_Exercise instructions:_ Please tally the lines below that contain the word "dead" and reply with the total alone.

═════ Input for this task

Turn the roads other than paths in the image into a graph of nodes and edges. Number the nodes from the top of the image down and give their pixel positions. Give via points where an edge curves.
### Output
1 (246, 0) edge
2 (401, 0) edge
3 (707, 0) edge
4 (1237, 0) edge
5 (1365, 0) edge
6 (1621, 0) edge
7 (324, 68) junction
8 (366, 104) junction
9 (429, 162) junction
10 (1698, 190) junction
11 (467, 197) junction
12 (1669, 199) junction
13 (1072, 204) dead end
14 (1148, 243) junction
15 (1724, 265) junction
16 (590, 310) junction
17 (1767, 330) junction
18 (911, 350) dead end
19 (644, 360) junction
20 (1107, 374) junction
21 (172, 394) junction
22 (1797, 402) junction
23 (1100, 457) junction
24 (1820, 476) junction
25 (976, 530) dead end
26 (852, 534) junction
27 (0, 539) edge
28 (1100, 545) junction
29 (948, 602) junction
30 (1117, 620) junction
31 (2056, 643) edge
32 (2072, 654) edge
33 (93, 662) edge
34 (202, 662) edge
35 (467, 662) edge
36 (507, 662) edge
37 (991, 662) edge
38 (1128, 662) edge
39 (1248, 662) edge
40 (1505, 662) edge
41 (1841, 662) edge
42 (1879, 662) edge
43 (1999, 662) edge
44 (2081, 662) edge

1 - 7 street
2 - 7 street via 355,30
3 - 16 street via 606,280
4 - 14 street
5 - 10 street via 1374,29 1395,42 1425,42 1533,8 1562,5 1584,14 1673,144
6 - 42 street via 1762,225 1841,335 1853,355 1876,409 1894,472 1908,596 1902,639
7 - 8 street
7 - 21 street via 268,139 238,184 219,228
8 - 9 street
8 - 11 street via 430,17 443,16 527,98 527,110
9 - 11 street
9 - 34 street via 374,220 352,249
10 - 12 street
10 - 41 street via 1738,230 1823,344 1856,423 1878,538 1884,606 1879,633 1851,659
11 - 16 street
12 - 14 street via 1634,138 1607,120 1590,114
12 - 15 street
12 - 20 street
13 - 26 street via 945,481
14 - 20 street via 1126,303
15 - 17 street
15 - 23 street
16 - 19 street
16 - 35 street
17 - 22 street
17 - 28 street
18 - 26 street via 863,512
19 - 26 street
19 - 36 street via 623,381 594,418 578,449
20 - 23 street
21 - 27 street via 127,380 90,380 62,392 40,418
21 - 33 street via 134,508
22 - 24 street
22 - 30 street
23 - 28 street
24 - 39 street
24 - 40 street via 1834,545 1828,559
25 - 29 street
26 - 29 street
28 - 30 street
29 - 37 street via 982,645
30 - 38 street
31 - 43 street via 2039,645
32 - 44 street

══════════

_Written response:_ 3